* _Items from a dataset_
====

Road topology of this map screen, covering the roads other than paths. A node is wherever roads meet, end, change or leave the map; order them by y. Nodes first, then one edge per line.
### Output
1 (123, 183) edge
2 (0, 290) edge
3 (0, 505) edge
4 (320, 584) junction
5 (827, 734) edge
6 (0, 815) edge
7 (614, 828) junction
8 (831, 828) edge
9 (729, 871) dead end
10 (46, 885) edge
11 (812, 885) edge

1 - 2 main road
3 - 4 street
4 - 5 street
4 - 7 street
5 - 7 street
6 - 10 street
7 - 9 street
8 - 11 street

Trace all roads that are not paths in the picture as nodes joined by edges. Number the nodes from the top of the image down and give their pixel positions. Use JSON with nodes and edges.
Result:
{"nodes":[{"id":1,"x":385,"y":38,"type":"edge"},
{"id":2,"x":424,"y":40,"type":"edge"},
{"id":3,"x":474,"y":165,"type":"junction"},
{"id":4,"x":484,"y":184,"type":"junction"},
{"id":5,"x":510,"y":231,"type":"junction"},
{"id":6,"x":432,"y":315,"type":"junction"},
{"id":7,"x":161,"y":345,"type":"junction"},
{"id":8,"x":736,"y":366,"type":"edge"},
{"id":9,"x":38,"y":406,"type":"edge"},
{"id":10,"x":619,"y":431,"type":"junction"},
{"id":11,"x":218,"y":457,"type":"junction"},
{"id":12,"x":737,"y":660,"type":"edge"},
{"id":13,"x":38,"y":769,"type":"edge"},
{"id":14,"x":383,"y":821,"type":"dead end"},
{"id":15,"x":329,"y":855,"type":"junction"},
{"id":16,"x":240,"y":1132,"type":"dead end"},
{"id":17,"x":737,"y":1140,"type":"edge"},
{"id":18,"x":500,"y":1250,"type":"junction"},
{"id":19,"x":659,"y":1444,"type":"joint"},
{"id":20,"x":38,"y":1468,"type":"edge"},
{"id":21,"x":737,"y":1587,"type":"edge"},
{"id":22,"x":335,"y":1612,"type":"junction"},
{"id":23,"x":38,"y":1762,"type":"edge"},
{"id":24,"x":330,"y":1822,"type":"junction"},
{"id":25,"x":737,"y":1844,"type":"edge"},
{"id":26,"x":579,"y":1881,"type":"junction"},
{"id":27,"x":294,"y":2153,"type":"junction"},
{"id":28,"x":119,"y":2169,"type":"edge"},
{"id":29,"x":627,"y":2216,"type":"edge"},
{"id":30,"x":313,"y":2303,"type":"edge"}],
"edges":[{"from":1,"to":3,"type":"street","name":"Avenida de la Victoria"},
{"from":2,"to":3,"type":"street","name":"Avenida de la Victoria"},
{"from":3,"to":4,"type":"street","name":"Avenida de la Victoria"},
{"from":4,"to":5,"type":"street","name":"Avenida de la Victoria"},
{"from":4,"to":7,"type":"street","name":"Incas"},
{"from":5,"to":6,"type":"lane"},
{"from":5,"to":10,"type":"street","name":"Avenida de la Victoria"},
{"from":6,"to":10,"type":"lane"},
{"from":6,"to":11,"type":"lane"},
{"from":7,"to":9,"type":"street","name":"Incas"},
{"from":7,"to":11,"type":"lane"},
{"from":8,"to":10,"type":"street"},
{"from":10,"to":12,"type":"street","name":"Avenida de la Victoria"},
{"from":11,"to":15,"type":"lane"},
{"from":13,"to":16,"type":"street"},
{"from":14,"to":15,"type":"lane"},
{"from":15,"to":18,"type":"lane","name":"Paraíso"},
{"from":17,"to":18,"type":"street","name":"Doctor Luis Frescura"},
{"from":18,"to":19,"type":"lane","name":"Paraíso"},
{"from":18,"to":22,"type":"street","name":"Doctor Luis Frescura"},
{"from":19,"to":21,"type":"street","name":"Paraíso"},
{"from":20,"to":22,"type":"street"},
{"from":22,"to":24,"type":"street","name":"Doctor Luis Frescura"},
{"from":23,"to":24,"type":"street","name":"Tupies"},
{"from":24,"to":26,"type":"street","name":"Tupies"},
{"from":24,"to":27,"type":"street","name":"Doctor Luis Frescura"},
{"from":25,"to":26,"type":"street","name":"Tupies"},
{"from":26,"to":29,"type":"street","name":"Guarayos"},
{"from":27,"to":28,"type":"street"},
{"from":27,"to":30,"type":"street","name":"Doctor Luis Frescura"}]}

====

* _What this task involves_
Your answer should be exactly the lines of the data above, from the first through the line containing "Trace all roads".

* _Result for this task_
Road topology of this map screen, covering the roads other than paths. A node is wherever roads meet, end, change or leave the map; order them by y. Nodes first, then one edge per line.
### Output
1 (123, 183) edge
2 (0, 290) edge
3 (0, 505) edge
4 (320, 584) junction
5 (827, 734) edge
6 (0, 815) edge
7 (614, 828) junction
8 (831, 828) edge
9 (729, 871) dead end
10 (46, 885) edge
11 (812, 885) edge

1 - 2 main road
3 - 4 street
4 - 5 street
4 - 7 street
5 - 7 street
6 - 10 street
7 - 9 street
8 - 11 street

Trace all roads that are not paths in the picture as nodes joined by edges. Number the nodes from the top of the image down and give their pixel positions. Use JSON with nodes and edges.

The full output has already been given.